===== GIVEN RECORDS =====

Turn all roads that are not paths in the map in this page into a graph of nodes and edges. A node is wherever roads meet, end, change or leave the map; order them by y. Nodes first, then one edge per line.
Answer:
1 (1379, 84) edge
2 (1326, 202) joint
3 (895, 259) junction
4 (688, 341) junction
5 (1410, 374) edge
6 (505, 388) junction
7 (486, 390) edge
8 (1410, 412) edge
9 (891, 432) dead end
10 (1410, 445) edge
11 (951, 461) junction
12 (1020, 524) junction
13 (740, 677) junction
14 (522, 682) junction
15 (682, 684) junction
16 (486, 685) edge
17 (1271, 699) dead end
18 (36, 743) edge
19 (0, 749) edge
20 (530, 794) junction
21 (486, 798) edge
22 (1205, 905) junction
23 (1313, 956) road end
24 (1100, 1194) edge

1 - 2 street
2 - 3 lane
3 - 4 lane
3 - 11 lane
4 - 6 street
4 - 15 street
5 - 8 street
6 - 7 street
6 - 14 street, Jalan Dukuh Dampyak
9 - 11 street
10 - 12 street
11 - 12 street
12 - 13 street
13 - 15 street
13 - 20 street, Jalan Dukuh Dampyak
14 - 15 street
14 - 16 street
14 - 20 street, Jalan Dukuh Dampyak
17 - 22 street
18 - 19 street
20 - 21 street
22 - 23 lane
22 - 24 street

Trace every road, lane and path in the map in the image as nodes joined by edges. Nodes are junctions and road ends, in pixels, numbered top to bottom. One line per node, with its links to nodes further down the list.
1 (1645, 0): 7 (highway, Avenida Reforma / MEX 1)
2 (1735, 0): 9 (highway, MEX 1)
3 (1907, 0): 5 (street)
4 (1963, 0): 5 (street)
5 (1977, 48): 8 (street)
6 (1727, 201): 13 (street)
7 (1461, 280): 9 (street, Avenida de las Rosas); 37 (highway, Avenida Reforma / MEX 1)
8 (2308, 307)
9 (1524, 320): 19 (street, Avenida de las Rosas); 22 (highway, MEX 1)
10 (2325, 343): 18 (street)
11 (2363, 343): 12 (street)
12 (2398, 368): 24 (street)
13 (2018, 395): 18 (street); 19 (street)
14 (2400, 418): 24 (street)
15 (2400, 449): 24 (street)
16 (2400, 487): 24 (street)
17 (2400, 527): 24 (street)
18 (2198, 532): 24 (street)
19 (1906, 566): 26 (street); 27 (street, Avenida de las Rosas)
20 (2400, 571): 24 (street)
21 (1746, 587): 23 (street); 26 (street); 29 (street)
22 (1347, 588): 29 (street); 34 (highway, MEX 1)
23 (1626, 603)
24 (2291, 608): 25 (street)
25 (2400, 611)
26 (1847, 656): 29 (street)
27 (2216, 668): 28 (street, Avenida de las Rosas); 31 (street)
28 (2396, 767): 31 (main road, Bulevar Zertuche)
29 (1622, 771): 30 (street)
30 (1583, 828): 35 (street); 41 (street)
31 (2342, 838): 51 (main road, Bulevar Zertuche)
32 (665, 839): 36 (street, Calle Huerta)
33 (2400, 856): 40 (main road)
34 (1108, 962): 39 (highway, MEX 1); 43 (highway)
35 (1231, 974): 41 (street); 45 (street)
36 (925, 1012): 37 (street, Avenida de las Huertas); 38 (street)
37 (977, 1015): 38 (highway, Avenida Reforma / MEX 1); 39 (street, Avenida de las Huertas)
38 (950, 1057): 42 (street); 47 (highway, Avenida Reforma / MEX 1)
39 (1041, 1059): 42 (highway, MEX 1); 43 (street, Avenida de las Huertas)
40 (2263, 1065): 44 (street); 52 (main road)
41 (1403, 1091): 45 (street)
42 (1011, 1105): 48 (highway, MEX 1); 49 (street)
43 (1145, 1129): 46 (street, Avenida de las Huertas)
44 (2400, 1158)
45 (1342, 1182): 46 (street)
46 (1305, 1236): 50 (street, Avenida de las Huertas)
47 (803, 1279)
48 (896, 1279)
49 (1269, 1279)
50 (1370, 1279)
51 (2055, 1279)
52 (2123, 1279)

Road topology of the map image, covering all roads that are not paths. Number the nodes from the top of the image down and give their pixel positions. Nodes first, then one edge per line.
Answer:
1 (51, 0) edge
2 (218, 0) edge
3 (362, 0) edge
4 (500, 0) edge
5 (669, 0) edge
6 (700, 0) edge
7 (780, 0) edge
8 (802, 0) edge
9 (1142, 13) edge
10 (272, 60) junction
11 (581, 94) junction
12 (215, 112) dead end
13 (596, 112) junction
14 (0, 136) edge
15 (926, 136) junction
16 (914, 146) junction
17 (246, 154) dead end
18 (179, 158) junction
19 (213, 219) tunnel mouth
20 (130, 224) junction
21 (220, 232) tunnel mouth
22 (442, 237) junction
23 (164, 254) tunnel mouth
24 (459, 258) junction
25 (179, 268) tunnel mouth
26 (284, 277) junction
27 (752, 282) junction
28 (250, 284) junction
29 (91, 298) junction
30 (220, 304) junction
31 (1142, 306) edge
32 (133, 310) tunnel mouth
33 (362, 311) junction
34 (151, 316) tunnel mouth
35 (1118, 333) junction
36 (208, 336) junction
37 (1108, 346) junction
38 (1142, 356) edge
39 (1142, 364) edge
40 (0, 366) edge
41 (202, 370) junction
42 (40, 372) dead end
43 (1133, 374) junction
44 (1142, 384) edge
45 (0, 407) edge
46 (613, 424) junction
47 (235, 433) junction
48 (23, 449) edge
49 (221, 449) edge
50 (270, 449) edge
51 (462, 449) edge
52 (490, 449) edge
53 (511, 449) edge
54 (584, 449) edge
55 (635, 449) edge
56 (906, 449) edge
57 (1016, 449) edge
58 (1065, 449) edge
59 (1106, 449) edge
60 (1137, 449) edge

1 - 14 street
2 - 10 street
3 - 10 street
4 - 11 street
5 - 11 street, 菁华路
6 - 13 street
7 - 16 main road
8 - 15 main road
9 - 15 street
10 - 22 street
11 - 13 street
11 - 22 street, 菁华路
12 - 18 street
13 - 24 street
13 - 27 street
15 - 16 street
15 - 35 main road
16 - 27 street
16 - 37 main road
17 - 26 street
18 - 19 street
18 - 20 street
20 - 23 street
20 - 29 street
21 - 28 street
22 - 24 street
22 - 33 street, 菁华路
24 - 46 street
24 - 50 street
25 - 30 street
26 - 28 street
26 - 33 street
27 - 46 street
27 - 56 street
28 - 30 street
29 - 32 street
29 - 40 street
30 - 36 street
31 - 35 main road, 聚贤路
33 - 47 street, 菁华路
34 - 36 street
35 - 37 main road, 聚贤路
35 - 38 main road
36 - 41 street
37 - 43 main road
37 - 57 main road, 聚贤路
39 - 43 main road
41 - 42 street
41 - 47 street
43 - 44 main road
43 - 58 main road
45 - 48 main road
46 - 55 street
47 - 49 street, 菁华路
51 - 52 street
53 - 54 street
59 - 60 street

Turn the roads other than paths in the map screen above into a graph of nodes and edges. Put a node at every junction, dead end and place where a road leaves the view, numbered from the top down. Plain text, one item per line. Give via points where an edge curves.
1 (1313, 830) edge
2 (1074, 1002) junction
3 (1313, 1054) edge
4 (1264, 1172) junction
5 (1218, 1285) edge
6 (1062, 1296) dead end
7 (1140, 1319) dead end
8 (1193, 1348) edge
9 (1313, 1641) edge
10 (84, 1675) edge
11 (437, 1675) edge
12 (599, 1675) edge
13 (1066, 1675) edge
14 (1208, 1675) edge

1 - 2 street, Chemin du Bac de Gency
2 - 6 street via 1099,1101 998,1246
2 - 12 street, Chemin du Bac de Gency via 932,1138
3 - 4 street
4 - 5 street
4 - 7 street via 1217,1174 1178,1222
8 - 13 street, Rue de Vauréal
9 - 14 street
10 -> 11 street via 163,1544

=====

### EXERCISE GOAL
Whenever a line in the listing above includes the word "Rosas", return that line.

### ANSWER FOR THE TASK
7 (1461, 280): 9 (street, Avenida de las Rosas); 37 (highway, Avenida Reforma / MEX 1)
9 (1524, 320): 19 (street, Avenida de las Rosas); 22 (highway, MEX 1)
19 (1906, 566): 26 (street); 27 (street, Avenida de las Rosas)
27 (2216, 668): 28 (street, Avenida de las Rosas); 31 (street)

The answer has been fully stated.